Work request:
Every line in the entries that holds the word "Left" counts toward the answer, which should be a single number.

Data for review:
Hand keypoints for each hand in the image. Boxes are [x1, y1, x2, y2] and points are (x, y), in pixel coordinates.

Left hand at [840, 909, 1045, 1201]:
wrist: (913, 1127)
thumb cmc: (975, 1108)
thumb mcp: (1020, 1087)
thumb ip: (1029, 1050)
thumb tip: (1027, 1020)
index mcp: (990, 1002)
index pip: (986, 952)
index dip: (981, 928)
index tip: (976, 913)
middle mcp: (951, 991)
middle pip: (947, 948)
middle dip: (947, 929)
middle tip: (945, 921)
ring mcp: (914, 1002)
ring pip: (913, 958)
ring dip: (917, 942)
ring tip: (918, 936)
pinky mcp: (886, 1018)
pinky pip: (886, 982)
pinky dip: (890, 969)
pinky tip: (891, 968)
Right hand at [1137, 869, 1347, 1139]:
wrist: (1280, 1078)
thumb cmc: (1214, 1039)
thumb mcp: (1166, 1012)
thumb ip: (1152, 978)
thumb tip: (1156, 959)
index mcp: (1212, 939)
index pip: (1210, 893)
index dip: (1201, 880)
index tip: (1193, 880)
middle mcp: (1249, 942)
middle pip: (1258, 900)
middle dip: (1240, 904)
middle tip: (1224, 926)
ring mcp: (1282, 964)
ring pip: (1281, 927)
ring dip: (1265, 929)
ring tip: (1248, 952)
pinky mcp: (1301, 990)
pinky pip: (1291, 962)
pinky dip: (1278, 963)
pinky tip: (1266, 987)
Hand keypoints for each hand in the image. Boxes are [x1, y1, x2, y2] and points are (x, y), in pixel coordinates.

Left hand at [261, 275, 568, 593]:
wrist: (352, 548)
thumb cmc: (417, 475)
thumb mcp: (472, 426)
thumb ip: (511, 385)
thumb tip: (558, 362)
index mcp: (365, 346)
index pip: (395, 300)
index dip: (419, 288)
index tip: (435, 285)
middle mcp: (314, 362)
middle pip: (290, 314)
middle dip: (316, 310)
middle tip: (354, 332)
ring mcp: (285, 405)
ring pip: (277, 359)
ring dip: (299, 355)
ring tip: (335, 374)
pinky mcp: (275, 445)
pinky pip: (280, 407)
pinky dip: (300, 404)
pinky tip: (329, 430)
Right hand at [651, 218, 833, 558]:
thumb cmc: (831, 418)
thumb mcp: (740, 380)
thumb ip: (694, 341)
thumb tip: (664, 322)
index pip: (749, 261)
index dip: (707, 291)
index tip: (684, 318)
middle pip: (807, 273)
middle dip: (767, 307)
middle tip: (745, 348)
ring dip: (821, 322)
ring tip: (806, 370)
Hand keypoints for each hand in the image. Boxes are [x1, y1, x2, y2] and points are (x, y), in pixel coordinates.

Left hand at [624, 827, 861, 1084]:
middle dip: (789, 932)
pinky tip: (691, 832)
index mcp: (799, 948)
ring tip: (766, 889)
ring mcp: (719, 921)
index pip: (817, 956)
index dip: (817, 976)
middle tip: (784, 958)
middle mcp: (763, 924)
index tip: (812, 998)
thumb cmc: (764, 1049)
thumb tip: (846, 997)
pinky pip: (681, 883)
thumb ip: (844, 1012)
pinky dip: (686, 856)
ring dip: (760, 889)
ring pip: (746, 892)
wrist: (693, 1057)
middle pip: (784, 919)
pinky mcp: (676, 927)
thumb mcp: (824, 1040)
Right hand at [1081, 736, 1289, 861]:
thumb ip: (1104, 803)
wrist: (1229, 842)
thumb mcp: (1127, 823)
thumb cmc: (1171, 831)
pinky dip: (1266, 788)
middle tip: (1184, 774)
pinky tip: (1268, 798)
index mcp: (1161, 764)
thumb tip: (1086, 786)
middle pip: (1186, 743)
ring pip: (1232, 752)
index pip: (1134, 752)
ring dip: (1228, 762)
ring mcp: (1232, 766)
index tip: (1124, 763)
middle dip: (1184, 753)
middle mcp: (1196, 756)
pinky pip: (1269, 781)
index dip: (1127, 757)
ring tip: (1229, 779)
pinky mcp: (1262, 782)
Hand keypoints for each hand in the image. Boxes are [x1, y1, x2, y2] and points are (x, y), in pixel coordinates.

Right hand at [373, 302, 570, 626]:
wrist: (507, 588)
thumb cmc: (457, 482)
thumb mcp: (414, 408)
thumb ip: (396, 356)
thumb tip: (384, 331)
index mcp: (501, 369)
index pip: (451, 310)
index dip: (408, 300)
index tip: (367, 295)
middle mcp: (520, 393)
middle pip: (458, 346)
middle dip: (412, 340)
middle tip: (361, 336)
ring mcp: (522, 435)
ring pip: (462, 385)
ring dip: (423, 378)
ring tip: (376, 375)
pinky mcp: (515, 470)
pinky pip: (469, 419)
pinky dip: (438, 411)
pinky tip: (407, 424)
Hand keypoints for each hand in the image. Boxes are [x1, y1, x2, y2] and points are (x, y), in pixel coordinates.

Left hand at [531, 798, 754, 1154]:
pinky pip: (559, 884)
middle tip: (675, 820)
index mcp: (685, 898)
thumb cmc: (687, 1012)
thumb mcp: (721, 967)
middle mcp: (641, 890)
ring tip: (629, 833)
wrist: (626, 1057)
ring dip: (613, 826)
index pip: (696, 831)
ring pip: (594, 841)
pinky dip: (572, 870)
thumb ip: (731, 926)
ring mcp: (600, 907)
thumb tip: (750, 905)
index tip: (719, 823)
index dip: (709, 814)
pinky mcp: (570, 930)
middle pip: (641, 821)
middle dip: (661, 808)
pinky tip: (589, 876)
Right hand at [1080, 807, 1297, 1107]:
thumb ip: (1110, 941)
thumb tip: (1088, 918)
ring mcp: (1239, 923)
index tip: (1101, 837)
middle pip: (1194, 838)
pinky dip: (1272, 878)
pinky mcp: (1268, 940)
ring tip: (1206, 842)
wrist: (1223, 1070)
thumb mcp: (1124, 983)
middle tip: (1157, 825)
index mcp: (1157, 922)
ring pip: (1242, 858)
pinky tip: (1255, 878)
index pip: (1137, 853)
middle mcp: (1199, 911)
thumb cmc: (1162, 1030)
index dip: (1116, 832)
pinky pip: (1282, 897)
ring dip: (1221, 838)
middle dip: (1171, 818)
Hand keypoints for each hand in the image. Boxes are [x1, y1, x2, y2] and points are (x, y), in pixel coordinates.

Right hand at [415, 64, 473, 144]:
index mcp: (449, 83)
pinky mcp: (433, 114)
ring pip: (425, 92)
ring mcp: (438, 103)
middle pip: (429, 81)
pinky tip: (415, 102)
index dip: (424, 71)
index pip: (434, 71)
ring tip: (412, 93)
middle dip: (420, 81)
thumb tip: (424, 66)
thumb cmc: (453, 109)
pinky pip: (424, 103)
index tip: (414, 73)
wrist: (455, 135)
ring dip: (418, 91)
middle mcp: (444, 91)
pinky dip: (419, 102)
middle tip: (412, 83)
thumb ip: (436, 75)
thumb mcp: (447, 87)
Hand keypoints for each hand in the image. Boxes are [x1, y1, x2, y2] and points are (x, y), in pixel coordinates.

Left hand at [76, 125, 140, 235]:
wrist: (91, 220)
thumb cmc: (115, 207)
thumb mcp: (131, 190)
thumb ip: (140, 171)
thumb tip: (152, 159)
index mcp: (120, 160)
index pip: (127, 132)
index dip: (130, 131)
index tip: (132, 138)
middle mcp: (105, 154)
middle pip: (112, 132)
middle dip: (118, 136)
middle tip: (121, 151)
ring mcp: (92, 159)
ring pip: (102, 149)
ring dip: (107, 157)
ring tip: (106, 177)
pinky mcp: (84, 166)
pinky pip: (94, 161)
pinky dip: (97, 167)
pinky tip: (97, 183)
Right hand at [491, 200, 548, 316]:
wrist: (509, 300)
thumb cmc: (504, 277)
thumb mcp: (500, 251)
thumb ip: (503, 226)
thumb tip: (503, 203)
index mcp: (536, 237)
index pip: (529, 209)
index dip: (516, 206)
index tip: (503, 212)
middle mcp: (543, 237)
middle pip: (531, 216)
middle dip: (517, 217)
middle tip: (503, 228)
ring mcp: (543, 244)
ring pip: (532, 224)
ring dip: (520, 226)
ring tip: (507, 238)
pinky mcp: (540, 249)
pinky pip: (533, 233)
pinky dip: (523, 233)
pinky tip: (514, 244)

Answer section:
5